How to Include Data Object Files (Images, etc.) in Program and Access the Symbols

How to include data object files (images, etc.) in program and access the symbols?

After working around and testing different things, i came back to my original approach (linking) and it worked like magic, here is the details:

In order to include data in the final executable's .data section, you need to first turn that data files (which could be an arbitrary binary file (anything!)) into a linkable file format, also known as an object file.

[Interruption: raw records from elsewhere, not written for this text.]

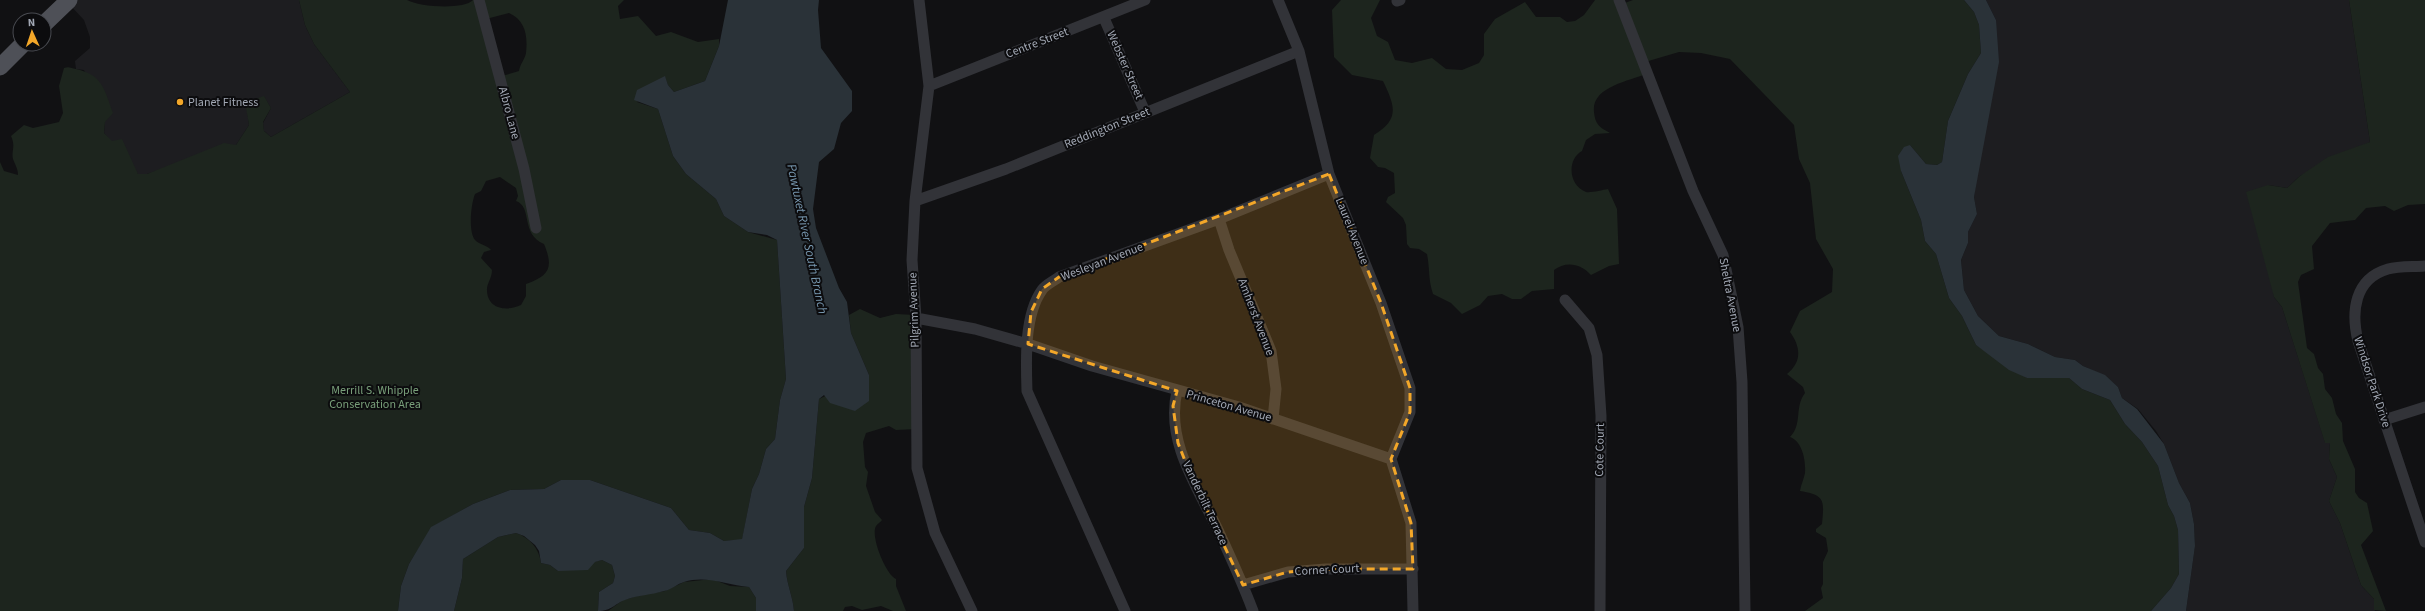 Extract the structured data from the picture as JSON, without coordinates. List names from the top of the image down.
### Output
{
  "streets": {
    "street": [
      "Centre Street",
      "Webster Street",
      "Albro Lane",
      "Reddington Street",
      "Laurel Avenue",
      "Wesleyan Avenue",
      "Sheltra Avenue",
      "Pilgrim Avenue",
      "Amherst Avenue",
      "Windsor Park Drive",
      "Princeton Avenue",
      "Cote Court",
      "Vanderbilt Terrace",
      "Corner Court"
    ]
  },
  "crossings": [
    ["Centre Street", "Webster Street"],
    ["Centre Street", "Pilgrim Avenue"],
    ["Webster Street", "Reddington Street"],
    ["Reddington Street", "Laurel Avenue"],
    ["Reddington Street", "Pilgrim Avenue"],
    ["Laurel Avenue", "Wesleyan Avenue"],
    ["Laurel Avenue", "Princeton Avenue"],
    ["Wesleyan Avenue", "Amherst Avenue"],
    ["Wesleyan Avenue", "Princeton Avenue"],
    ["Pilgrim Avenue", "Princeton Avenue"],
    ["Amherst Avenue", "Princeton Avenue"],
    ["Princeton Avenue", "Vanderbilt Terrace"],
    ["Vanderbilt Terrace", "Corner Court"]
  ],
  "water": ["Pawtuxet River South Branch"],
  "parks": ["Merrill S. Whipple Conservation Area"],
  "places": ["Planet Fitness"],
  "north": "top"
} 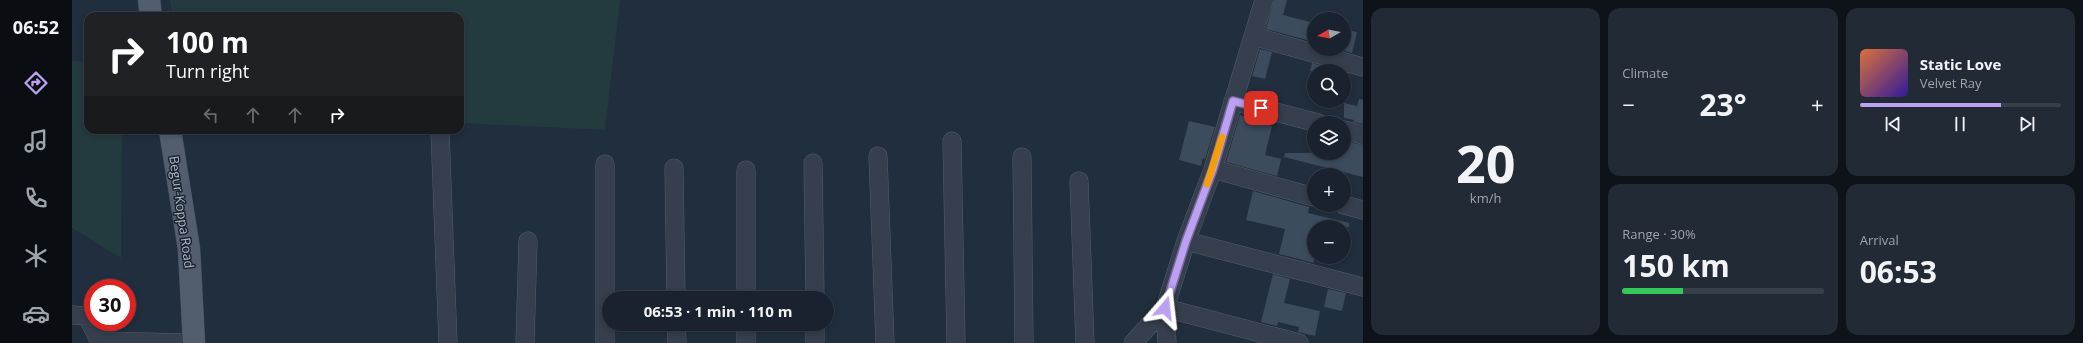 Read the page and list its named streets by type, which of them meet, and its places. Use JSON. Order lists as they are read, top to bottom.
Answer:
{
  "streets": {
    "main road": ["Begur-Koppa Road"]
  },
  "north": "left",
  "page": {
    "tabs": "06:52",
    "tile": [
      ["20", "km/h"],
      "Climate",
      ["Range · 30%", "150 km"],
      ["Arrival", "06:53"]
    ],
    "map_buttons": ["+", "−"],
    "turn": ["100 m", "Turn right"],
    "song": ["Static Love", "Velvet Ray"],
    "heat": ["−", "23°", "+"],
    "limit": "30",
    "trip": "06:53 · 1 min · 110 m"
  }
} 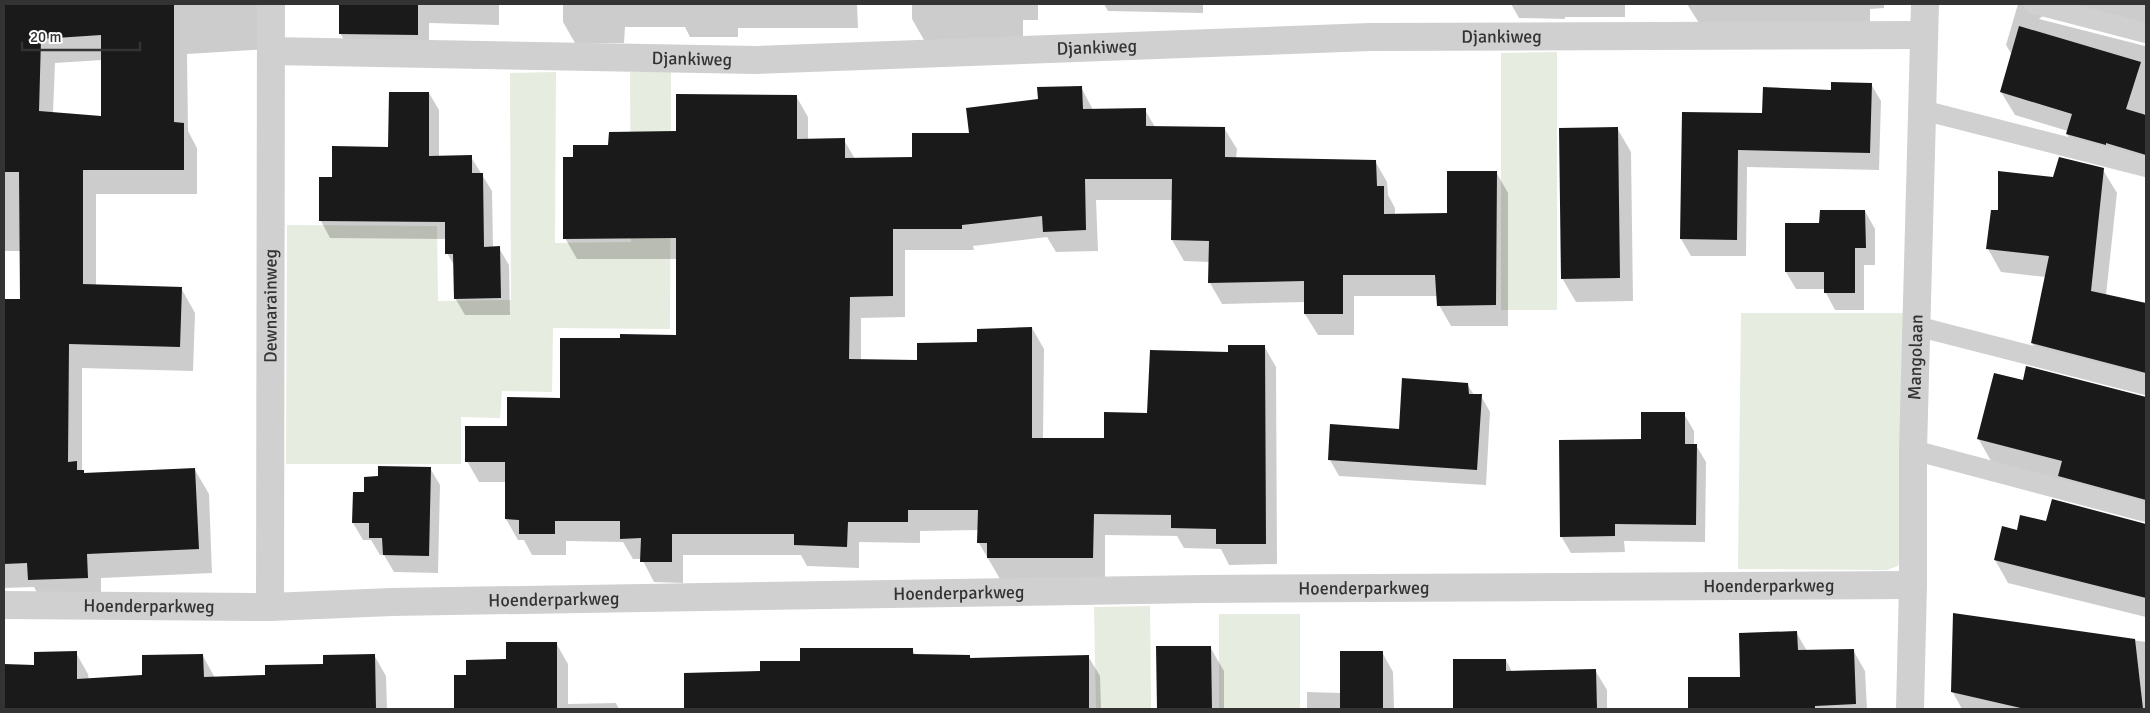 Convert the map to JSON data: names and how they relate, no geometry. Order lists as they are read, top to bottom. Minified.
{"streets":{"street":["Djankiweg","Dewnarainweg","Mangolaan","Hoenderparkweg"]},"crossings":[["Djankiweg","Dewnarainweg"],["Djankiweg","Mangolaan"],["Dewnarainweg","Hoenderparkweg"],["Mangolaan","Hoenderparkweg"]],"scale_bar":"20 m"}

The tool objcopy which is included in GNU Binutils and is accessible in windows through Cygwin or MinGW, takes a file and produces an object file. objcopy requires two things to know before generating the object file, the output file format and the output architecture.
In order to determine these two things, i check a valid linkable object file with the tool objdump:

objdump -f main.o

This gives me the following information:

main.o:     file format pe-x86-64
architecture: i386:x86-64, flags 0x00000039:
HAS_RELOC, HAS_DEBUG, HAS_SYMS, HAS_LOCALS
start address 0x0000000000000000

With this knowledge now i can create the object file:

objcopy -I binary -O pe-x86-64 -B i386 data_file.data data_file_data.o

In order to handle large number of files, batch files could come in handy.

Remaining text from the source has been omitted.